Sweden and Denmark are often touted as exceptions. Denmark in particular is viewed as having a workable, affordable, high quality health care system for all. What about it? Well, in Sweden and Denmark the medical professions went on strike in April. In Denmark, some 93,000 medical workers were striking for higher wages, the biggest strike in Denmark in a decade. And they weren't asking for a pittance. They demanded more than a $1000 a month (668 euros) increase. And consider that the average worker in Denmark makes $22/hour. Of course, that's absolutely necessary since the income tax rate in Denmark approached 50% in 2000.

Still, that's Denmark. How would it fly in the U.S.? I have my reservations. Look, for instance, at our first modest attempt at a limited version. Medicare was supposed to insure all seniors. Instead of controlling prices, the cost has continued to skyrocket until it now comes close to collapsing on itself from its own weight. Besides the cost, many seniors are opting out of Medicare because of privacy issues. Or how about military health care? They offered it free of charge to all military personnel and their families. But when families figured out they didn't have to pay anything for it, they began abusing it. The system was becoming overwhelmed. The military considered charging for services. Eventually they went to an insurance system. For the military alone in the year 2008, the government appropriated $950 million on top of the existing health care fees and drug co-pays already charged to military members and their families. Interpolate those figures to include the whole country. Currently there are something in the vicinity of 1.4 million active duty personnel. That $950 million would cover, roughly, 3 million active duty members and their families. Quickly, then, to cover the entire 300 million Americans, we'd be looking at $95 billion ... to start. And I haven't yet heard an estimate that low. Of course, that's because the military provides a large amount of their own medical personnel, equipment, and facilities. Yeah ... this is going to hurt.

All of this is academic if the claim that this is a human right is true. If it is a human right, no amount of cost, no amount of sacrifice, no amount of argument is of any use. If it is a right, then we need to do whatever it takes to make it happen. It is a violation of humanity to fail to have our rights. And many are arguing just that: Universal health care is a human right. But it begs the question. If it is a right, why wasn't it delineated in our Constitution? Why isn't it listed in the Bill of Rights? Why is it that only in the last few decades anyone considered it such? Why was it never a human right in the past? That's a bit odd, isn't it?

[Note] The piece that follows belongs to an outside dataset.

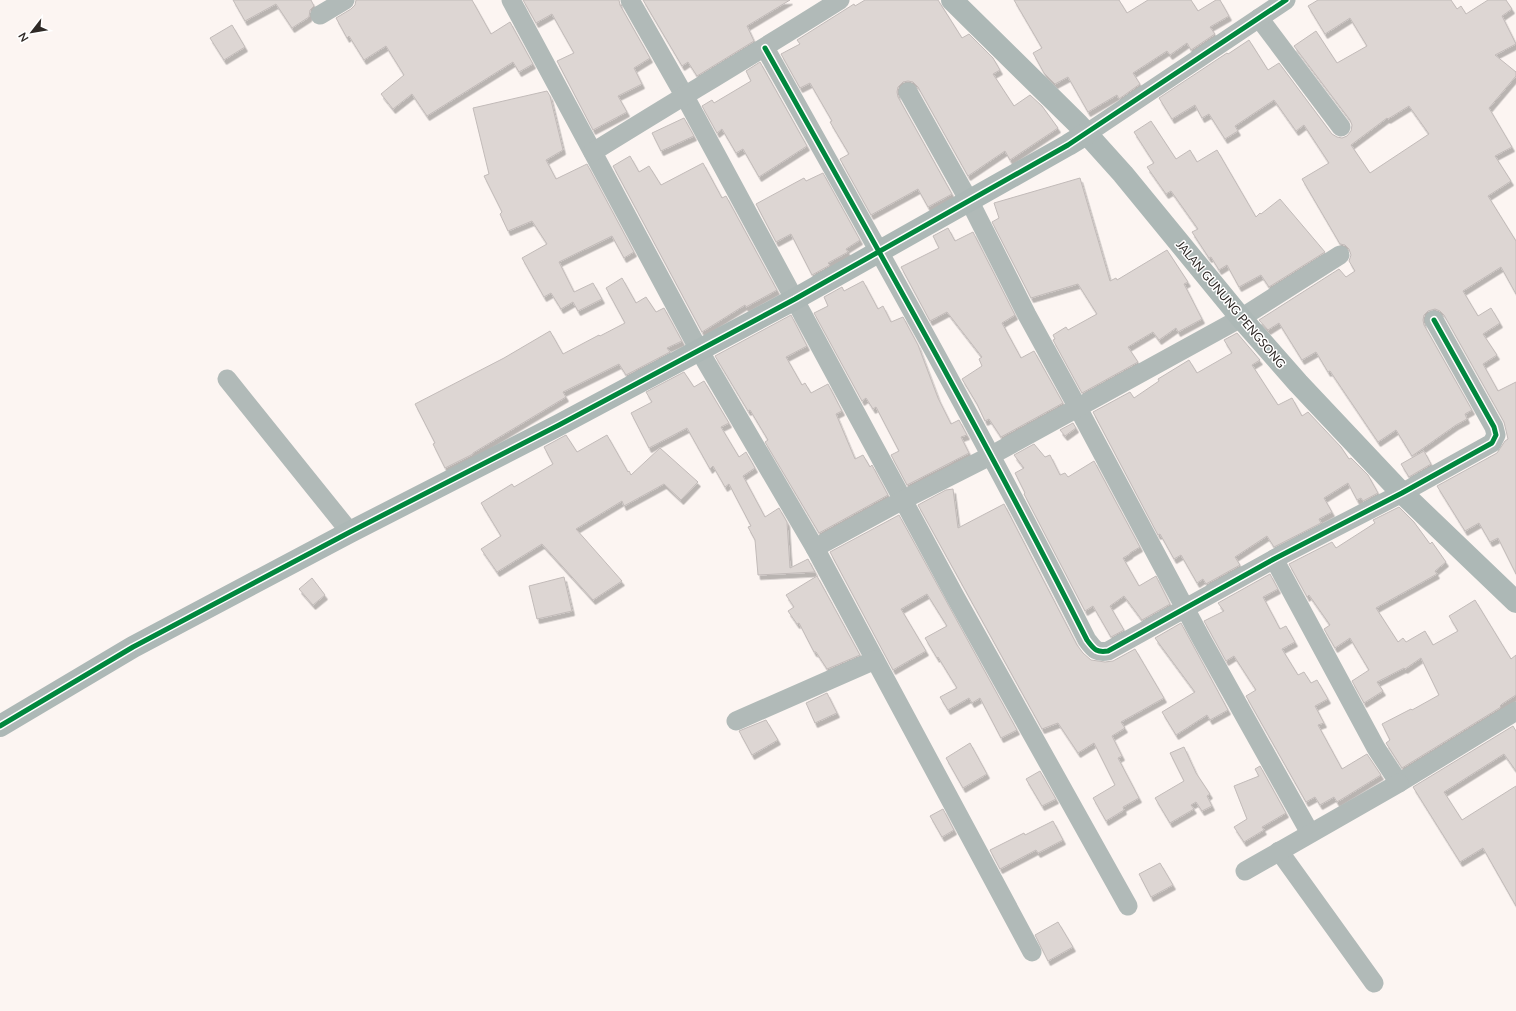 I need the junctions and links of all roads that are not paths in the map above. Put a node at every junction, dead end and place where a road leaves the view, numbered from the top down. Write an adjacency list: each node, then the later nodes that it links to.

I like the idea that everyone has access to excellent health care free of charge. I like the idea that no one would have to pay for doctor care or medical visits. I know people who have suffered because of the cost of care. And, of course, it wouldn't hurt my feelings to not have to pay for the high cost of insurance and the co-pays for doctors and medicine. Oh, and it really sounds nice to think that we could control the cost of medicines. But there is a cost involved in all of this. There is the financial cost. Nothing comes for free. What will it cost in quality when the medical field comes into price controls? What will it cost in privacy and security? What will it cost in freedom when the government decides? What will it cost in our society and our culture as we move away from the concept of personal independence and closer to government dependence? It's much more than financial. Is it a cost we're willing to pay?